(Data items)
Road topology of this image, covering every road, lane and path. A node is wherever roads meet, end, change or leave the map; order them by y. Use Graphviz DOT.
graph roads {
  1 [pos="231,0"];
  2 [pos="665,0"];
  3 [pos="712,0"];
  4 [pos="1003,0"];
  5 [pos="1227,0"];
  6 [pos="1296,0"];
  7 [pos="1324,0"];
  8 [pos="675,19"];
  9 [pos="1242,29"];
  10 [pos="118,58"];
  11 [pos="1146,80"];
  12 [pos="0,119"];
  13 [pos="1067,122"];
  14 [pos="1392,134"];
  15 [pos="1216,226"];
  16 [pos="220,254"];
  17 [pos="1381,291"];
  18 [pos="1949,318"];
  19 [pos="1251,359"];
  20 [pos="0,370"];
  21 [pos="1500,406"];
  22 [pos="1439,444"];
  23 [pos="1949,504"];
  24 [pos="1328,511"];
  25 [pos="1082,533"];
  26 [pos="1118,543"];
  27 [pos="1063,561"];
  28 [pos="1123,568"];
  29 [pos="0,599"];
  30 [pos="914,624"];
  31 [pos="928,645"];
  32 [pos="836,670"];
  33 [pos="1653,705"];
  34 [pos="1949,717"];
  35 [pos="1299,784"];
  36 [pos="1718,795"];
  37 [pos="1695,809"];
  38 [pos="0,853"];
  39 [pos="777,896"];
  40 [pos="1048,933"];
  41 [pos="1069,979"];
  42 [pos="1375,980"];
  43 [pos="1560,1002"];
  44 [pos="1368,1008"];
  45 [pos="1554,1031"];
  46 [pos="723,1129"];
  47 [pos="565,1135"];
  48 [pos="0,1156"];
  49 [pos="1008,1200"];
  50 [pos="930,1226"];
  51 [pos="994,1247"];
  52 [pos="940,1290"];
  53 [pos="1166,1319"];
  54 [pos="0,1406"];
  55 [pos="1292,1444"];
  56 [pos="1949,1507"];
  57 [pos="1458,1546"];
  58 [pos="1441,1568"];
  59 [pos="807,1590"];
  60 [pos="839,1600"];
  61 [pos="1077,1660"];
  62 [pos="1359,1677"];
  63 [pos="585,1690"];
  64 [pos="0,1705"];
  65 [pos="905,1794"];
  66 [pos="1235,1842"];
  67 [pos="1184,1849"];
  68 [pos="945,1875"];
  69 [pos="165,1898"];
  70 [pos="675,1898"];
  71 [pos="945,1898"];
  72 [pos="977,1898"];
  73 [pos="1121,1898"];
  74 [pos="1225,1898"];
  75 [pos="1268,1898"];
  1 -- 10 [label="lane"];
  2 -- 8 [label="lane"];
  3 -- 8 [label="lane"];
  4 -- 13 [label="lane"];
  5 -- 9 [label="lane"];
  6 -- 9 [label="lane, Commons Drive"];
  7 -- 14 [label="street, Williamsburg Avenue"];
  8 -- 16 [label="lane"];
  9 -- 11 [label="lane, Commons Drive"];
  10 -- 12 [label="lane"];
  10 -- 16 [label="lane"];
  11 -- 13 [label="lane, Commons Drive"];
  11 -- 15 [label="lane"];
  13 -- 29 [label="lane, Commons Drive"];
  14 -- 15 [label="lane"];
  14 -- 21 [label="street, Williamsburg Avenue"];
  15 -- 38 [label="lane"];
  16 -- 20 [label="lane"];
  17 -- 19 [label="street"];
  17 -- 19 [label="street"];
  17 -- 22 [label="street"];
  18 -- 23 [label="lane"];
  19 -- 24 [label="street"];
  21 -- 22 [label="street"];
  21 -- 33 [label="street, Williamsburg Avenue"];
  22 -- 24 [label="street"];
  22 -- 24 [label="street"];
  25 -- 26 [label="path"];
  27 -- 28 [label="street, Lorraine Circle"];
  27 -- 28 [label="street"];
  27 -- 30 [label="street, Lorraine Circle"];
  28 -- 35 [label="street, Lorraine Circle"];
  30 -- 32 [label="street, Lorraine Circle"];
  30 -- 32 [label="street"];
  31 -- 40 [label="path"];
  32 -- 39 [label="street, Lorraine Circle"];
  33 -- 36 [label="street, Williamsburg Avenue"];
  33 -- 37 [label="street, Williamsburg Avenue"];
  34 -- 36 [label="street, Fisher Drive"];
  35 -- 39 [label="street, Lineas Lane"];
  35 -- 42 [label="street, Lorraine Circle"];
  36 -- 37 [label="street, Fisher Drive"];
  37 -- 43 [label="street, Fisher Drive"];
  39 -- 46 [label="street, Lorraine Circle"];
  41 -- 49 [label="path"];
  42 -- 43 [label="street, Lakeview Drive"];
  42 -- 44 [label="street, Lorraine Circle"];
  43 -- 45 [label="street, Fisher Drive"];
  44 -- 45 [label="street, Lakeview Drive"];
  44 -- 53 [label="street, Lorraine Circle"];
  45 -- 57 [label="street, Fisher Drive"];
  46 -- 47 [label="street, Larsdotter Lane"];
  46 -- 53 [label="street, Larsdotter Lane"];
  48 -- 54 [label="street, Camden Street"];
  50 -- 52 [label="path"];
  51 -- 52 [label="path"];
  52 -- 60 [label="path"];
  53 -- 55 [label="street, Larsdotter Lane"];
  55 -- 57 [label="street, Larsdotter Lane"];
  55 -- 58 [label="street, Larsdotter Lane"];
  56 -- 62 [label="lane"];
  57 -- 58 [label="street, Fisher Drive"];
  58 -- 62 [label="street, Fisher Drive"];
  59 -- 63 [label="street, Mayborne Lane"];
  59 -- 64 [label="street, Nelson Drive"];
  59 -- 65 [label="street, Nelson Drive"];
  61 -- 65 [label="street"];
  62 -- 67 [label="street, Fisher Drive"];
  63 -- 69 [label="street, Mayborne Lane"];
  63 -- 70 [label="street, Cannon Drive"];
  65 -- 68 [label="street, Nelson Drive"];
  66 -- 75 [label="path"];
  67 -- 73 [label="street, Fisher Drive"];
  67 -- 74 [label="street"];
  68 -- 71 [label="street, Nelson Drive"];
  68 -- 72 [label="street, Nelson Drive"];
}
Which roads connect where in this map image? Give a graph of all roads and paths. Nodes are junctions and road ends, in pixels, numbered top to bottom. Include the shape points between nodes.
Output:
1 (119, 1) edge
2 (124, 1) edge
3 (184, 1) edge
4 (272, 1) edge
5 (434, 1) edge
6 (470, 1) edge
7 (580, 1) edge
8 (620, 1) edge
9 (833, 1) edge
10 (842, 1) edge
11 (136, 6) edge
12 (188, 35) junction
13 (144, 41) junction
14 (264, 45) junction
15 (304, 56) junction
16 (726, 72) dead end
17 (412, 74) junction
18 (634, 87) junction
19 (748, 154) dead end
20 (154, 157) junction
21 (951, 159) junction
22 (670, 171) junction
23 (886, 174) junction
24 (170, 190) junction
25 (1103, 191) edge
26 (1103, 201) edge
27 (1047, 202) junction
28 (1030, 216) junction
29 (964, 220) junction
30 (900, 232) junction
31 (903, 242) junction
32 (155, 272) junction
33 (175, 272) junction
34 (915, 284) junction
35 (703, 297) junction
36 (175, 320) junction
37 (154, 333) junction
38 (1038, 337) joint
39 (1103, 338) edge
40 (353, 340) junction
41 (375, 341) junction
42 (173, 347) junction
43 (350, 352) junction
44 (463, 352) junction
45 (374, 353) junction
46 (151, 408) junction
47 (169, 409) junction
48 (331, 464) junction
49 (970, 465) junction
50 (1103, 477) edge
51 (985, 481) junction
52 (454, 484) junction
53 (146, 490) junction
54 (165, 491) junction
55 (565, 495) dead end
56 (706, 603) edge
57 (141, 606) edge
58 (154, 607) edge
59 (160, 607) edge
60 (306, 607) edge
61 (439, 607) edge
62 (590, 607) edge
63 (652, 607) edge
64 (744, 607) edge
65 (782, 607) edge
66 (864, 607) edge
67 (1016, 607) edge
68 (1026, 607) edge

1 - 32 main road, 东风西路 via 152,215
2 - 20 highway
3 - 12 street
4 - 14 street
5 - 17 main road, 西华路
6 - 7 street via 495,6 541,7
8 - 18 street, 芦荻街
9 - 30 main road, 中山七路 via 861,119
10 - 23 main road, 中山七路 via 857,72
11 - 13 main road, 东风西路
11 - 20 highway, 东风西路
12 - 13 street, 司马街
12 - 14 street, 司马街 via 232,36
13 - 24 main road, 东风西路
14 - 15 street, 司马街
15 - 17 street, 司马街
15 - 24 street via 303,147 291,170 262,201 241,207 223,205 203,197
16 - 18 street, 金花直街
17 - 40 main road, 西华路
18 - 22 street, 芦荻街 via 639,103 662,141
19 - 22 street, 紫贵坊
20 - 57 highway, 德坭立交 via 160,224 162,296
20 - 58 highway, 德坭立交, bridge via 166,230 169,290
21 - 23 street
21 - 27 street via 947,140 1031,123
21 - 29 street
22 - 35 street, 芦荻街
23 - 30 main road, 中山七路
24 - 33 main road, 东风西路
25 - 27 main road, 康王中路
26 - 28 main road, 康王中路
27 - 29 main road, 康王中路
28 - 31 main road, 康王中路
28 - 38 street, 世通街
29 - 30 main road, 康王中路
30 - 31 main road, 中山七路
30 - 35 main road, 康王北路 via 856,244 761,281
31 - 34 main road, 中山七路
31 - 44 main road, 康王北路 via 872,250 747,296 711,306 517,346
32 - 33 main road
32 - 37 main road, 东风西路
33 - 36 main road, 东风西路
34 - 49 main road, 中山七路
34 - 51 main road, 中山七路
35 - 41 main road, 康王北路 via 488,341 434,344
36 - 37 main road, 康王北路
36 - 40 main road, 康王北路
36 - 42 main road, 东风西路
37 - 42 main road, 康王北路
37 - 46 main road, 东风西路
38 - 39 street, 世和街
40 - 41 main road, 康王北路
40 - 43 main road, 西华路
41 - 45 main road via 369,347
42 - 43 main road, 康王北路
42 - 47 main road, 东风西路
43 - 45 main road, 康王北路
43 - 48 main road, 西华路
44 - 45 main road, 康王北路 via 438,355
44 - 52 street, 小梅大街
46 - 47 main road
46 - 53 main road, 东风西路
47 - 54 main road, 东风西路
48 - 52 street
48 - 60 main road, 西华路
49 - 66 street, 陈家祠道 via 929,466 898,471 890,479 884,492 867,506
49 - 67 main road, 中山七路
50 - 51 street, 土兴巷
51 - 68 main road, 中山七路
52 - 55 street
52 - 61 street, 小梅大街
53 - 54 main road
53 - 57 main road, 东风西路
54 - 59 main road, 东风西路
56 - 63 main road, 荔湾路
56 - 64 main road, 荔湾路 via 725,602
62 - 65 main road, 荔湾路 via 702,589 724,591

#### TASK DIRECTIONS:
If a line above holds the word "Lakeview", copy it.

#### RESULT OF THE EXERCISE:
  42 -- 43 [label="street, Lakeview Drive"];
  44 -- 45 [label="street, Lakeview Drive"];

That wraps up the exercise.